> **WHAT TO DO**
Each line below should be retyped exactly, with no pictures.

> **DATA EXCERPT**
+---+
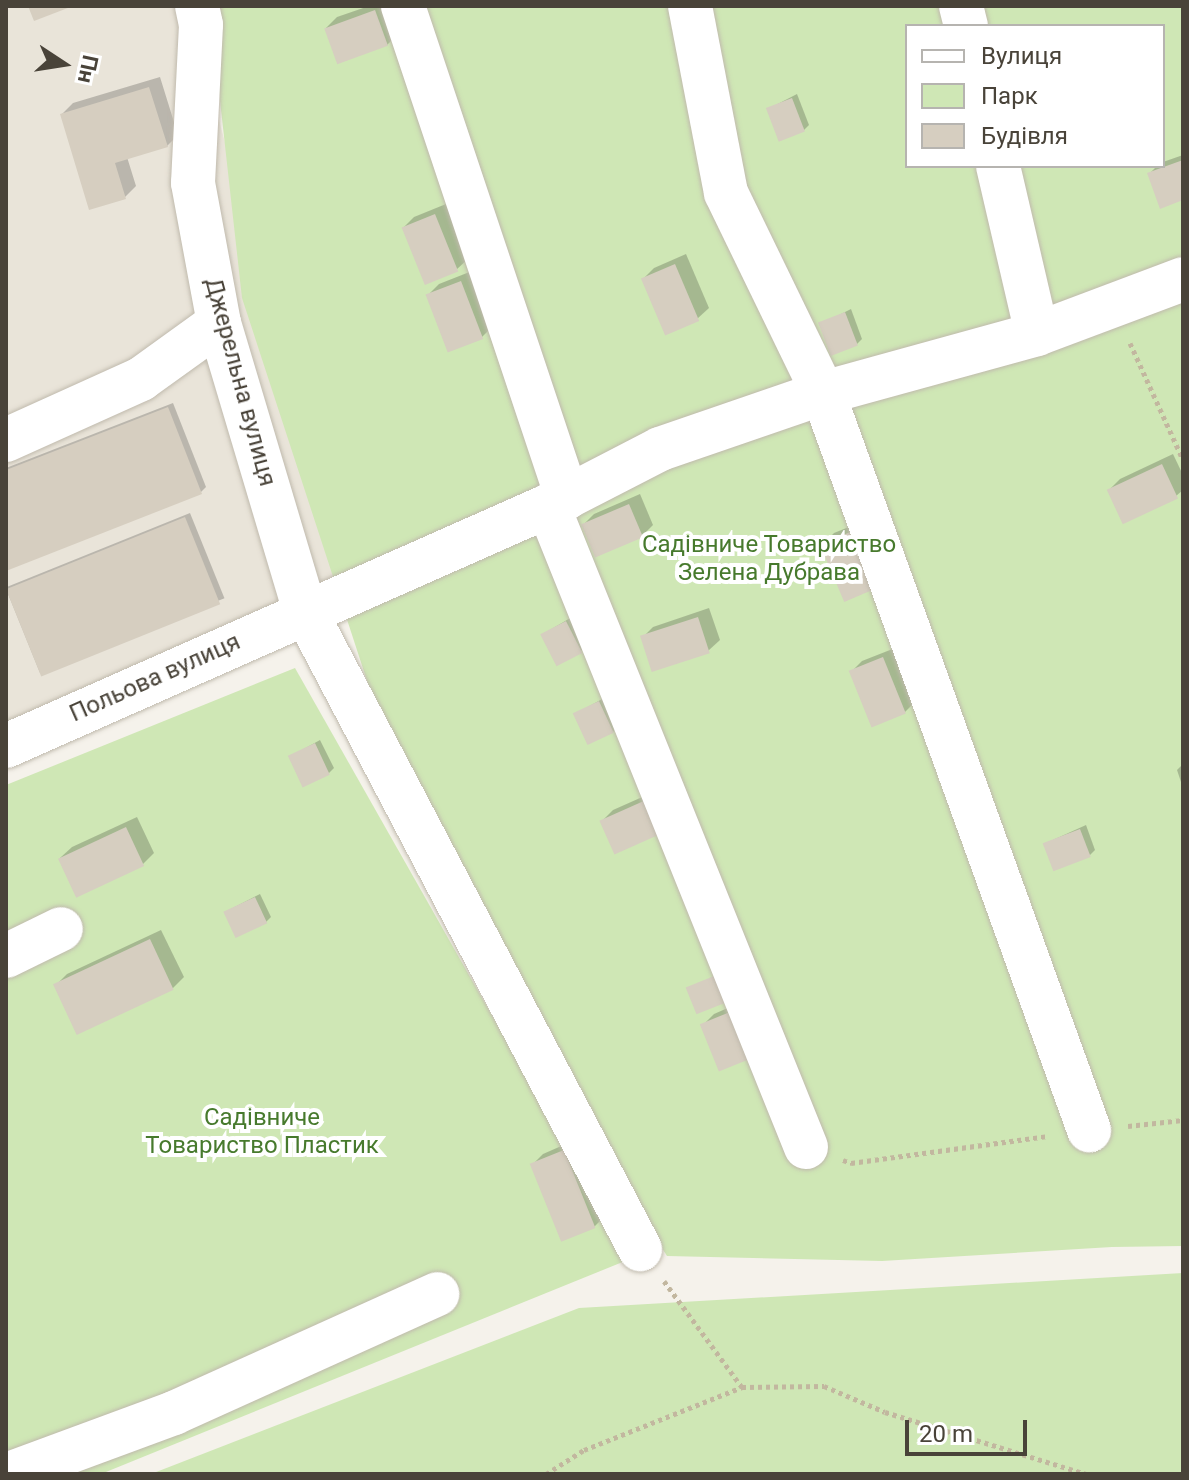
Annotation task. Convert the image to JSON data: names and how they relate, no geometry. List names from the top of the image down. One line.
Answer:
{"streets":{"street":["Джерельна вулиця","Польова вулиця"]},"crossings":[["Джерельна вулиця","Польова вулиця"]],"parks":["Садівниче Товариство Зелена Дубрава","Садівниче Товариство Пластик"],"legend":["Вулиця","Парк","Будівля"],"scale_bar":"20 m","north":"right"}
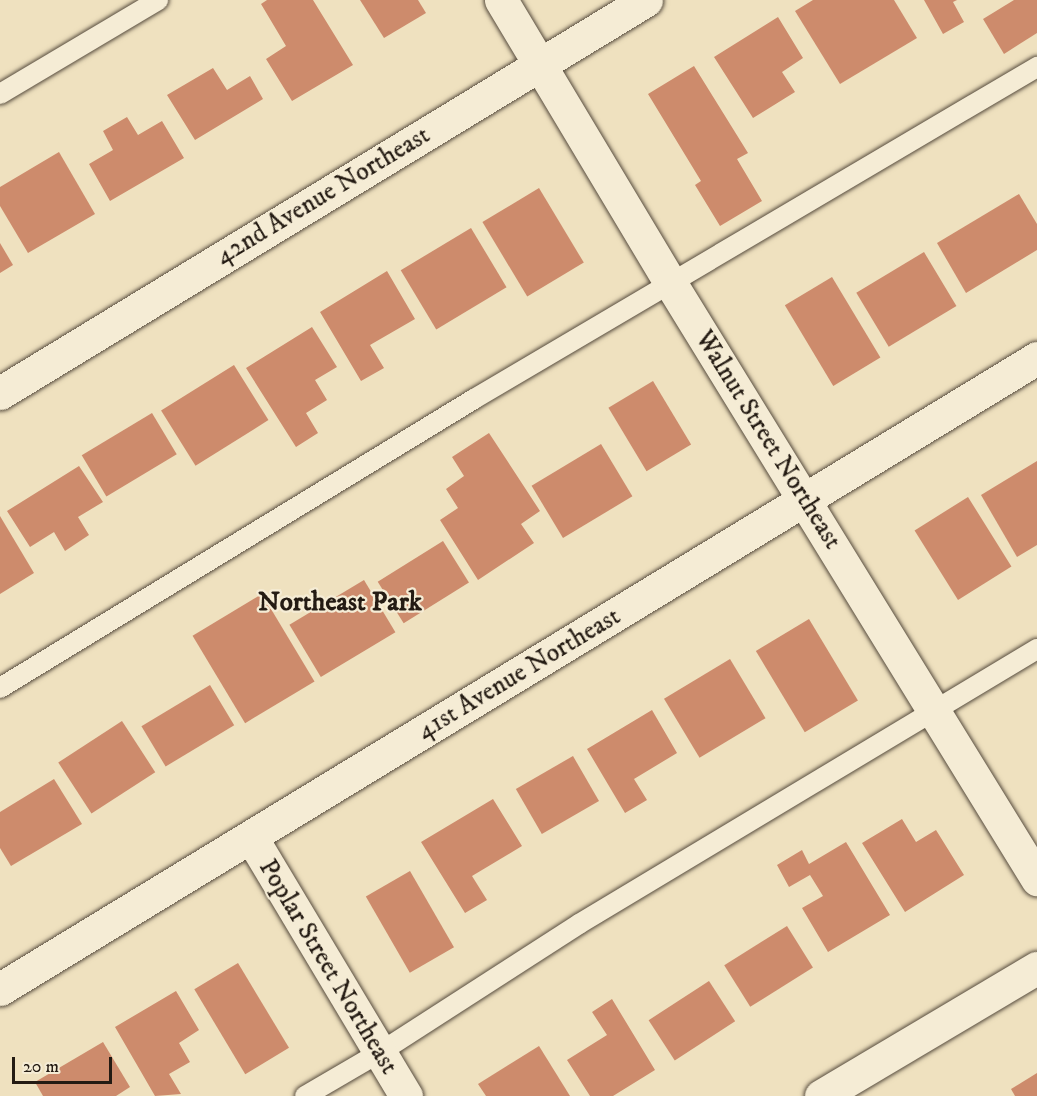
+---+
> **EXERCISE RESPONSE**
Annotation task. Convert the image to JSON data: names and how they relate, no geometry. List names from the top of the image down. One line.
Answer:
{"streets":{"street":["Джерельна вулиця","Польова вулиця"]},"crossings":[["Джерельна вулиця","Польова вулиця"]],"parks":["Садівниче Товариство Зелена Дубрава","Садівниче Товариство Пластик"],"legend":["Вулиця","Парк","Будівля"],"scale_bar":"20 m","north":"right"}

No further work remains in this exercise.